The Fresh Loaf

A Community of Amateur Bakers and Artisan Bread Enthusiasts.

Outside the comfort zone CB

Ilya Flyamer's picture
Ilya Flyamer

Outside the comfort zone CB

Wouldn't say it is very far outside my comfort zone, but still - as far as I remember, this is the first time I managed a loaf with high % spelt that didn't turn into a pancake a bit. Almost 40% spelt (just all I had left), total 60% whole grain - also unusually high for me, I rarely go above 40%. Also used some old stiff wheat starter (wanted to use it for another bake, and decided instead of discarding just to use it), and added a little fresh rye starter to ensure fermentation moves along.
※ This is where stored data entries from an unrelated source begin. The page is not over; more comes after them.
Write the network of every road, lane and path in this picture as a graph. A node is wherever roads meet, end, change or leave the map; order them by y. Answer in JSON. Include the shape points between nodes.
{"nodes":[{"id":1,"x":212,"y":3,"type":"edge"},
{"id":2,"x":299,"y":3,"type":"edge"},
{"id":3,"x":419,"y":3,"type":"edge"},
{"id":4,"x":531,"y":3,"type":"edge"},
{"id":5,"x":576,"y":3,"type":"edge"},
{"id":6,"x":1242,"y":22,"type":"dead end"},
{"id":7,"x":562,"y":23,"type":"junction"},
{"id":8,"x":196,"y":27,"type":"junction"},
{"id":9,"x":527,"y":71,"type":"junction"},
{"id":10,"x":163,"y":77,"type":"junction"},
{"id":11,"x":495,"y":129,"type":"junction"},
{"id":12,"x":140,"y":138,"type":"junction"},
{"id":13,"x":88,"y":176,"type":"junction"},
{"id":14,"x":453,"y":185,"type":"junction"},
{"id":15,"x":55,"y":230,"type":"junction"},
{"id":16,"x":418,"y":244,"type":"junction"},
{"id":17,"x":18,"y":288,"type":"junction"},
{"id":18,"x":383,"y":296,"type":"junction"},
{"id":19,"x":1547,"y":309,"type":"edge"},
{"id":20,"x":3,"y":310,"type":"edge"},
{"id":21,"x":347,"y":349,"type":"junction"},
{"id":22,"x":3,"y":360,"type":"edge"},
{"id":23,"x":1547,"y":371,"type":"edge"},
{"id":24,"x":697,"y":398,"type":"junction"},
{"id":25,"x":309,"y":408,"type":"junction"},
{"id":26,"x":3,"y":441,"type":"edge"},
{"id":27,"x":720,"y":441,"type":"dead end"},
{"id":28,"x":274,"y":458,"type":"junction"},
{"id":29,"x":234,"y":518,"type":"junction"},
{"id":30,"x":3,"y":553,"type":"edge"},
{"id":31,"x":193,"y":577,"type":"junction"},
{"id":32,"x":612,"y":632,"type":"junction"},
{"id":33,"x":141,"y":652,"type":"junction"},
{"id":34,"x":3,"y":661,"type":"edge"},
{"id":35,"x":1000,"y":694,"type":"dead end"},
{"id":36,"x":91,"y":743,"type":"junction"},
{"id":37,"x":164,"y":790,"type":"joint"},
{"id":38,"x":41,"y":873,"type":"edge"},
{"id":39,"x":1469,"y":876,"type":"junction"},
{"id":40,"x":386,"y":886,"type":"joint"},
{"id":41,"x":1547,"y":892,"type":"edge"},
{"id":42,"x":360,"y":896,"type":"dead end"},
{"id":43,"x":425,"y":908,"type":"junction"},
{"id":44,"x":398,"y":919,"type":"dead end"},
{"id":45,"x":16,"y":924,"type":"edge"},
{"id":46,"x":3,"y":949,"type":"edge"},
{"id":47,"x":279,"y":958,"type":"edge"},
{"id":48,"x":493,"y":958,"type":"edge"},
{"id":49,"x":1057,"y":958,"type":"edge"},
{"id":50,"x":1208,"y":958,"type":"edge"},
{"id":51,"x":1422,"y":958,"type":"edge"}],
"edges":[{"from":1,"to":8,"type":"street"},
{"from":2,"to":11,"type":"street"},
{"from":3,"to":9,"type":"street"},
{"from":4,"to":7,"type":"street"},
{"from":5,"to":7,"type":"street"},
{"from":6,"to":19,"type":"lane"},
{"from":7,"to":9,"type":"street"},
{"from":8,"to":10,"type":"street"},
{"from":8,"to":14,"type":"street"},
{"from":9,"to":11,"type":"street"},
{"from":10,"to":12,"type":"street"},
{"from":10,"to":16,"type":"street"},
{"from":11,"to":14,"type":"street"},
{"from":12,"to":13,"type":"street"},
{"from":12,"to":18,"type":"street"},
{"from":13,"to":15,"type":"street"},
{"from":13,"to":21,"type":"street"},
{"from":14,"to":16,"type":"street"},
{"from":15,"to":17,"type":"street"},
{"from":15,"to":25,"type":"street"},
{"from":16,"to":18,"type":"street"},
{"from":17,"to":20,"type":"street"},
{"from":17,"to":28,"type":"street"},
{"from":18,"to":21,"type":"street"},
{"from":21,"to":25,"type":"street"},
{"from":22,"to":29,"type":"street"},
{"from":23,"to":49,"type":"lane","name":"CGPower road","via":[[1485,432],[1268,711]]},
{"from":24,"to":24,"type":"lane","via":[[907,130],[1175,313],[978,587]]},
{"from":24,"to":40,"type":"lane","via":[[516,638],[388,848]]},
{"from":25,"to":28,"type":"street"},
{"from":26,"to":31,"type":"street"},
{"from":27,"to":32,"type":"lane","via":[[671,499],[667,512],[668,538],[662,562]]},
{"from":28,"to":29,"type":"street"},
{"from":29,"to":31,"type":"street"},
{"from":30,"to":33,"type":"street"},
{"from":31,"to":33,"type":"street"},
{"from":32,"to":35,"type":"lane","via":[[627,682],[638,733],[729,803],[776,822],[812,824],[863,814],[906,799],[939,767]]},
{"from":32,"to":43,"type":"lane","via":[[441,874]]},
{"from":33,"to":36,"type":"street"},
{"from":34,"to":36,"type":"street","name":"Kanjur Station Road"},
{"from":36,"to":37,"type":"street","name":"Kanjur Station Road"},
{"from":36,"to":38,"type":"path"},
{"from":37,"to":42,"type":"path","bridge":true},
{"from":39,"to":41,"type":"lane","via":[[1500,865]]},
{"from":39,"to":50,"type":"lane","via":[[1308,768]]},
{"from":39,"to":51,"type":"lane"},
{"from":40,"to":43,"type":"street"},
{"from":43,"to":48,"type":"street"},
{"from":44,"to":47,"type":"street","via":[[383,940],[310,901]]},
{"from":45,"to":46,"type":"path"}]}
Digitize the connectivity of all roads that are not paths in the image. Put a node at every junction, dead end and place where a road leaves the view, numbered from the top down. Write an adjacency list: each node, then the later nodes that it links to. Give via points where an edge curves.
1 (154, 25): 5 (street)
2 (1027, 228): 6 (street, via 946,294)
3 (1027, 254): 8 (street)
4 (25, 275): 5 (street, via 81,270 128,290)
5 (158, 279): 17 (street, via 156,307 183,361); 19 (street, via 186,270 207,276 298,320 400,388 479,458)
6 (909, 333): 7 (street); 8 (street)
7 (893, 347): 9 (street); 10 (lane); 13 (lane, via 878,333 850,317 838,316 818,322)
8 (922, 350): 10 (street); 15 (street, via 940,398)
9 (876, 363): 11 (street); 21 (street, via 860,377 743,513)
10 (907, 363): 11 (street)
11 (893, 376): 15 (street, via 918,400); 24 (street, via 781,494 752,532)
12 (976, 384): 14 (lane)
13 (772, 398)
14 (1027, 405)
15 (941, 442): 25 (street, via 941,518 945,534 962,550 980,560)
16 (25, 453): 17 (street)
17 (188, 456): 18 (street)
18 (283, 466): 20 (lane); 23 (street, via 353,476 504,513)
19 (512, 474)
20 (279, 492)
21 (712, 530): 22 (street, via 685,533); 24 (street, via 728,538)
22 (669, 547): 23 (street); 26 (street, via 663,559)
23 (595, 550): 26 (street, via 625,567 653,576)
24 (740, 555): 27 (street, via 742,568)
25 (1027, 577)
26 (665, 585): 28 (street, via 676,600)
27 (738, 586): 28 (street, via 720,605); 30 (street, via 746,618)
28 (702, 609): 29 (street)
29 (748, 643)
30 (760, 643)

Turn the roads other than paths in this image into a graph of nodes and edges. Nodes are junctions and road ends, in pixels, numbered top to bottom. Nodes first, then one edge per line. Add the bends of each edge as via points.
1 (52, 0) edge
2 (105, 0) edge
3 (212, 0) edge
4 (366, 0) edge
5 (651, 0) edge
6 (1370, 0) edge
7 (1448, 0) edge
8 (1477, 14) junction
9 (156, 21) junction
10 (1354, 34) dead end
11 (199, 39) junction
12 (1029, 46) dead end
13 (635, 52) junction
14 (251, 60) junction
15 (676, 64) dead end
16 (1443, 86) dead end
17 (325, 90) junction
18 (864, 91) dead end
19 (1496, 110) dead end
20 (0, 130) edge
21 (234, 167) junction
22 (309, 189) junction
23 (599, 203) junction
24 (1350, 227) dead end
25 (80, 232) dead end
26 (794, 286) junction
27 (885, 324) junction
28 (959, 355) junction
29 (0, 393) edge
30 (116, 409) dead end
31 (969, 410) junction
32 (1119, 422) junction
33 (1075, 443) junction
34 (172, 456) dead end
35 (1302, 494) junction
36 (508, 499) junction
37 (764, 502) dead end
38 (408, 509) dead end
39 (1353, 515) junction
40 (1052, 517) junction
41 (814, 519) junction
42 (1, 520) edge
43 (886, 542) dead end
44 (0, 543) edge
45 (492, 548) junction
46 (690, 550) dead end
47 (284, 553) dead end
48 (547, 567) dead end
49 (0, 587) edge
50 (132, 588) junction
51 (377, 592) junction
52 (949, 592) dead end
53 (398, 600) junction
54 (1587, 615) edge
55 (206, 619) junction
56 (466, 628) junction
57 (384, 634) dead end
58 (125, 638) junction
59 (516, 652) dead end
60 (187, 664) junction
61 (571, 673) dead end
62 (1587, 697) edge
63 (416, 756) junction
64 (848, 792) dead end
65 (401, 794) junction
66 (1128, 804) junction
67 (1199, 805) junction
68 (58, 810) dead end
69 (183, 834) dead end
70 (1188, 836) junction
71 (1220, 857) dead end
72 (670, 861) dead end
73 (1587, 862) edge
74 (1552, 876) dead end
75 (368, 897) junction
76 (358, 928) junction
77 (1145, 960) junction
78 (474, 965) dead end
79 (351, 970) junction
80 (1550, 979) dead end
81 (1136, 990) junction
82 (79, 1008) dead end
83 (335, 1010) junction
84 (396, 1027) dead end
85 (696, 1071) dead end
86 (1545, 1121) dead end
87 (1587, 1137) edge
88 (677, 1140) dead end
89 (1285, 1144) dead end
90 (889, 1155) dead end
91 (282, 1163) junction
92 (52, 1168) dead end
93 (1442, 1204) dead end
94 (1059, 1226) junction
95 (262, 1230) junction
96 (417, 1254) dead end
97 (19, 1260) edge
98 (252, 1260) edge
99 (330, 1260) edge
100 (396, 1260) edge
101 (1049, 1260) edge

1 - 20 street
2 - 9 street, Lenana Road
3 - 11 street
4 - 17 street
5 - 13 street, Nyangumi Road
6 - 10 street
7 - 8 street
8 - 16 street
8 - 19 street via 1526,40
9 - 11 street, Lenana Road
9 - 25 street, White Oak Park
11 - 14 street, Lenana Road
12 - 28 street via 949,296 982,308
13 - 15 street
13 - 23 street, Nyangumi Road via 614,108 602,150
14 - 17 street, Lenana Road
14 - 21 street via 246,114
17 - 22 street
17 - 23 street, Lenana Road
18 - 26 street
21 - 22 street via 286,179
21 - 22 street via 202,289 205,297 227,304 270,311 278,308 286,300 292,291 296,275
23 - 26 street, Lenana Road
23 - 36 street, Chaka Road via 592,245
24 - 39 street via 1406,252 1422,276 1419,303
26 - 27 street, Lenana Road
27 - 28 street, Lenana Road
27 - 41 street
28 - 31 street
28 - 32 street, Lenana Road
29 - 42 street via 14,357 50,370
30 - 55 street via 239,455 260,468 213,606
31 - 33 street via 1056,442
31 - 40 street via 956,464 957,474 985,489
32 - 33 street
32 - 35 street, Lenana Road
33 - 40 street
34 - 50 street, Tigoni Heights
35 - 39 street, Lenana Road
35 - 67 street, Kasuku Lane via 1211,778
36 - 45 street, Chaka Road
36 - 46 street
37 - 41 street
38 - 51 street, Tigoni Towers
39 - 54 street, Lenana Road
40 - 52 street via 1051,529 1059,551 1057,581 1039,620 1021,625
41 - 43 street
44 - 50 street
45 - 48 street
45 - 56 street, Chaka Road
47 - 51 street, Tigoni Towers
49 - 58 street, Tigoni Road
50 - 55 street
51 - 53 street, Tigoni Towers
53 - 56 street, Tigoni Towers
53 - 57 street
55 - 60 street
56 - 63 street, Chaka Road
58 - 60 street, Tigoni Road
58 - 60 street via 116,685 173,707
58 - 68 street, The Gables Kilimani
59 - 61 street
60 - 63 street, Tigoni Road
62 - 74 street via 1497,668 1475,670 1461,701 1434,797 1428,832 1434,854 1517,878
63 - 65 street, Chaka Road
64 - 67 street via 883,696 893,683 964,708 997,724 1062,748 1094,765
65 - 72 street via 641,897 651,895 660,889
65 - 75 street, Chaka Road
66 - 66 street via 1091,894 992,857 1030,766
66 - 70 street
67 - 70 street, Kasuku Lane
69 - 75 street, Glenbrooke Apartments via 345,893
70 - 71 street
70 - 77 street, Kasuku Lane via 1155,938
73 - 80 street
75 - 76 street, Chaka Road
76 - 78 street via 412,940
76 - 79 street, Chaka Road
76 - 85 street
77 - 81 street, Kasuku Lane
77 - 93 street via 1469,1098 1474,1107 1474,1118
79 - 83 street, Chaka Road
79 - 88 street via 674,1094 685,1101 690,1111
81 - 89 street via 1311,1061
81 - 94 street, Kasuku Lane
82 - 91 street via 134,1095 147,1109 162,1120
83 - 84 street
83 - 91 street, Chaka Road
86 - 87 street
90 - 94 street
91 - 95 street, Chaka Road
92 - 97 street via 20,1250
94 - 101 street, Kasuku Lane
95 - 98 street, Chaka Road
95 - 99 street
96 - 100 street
Here is the approximate formula (was adding things and weighing, and wrote down afterwards, so hope I didn't mix up any numbers): https://fgbc.dk/1ftc

Just mixed everything without any autolyse, did some slap&folds until partial development, then did some folds in the first couple of hours, and left to ferment. Perhaps because of high whole grain %, and addition of diastatic malt, bulk was done within 6 hours (total from mixing) despite low inoculation (<5% PFF). I kept it warm too. Might have been just a little overfermented even: was OK to shape, but just a tad more sticky than I expected. Coated in sesame seeds and retarded overnight. Baked covered for 20 min at 250C, uncovered until I liked the colour at 230C with convection (~15 min).


Not the tallest loaf, but I am very pleasantly surprised with the crumb for such high % whole grain! Don't often get it this open even for more typical for me formulas. Flavour is unsurprisingly very pronounces, but not overpowering. Sesame seeds as usual provide nice contrast.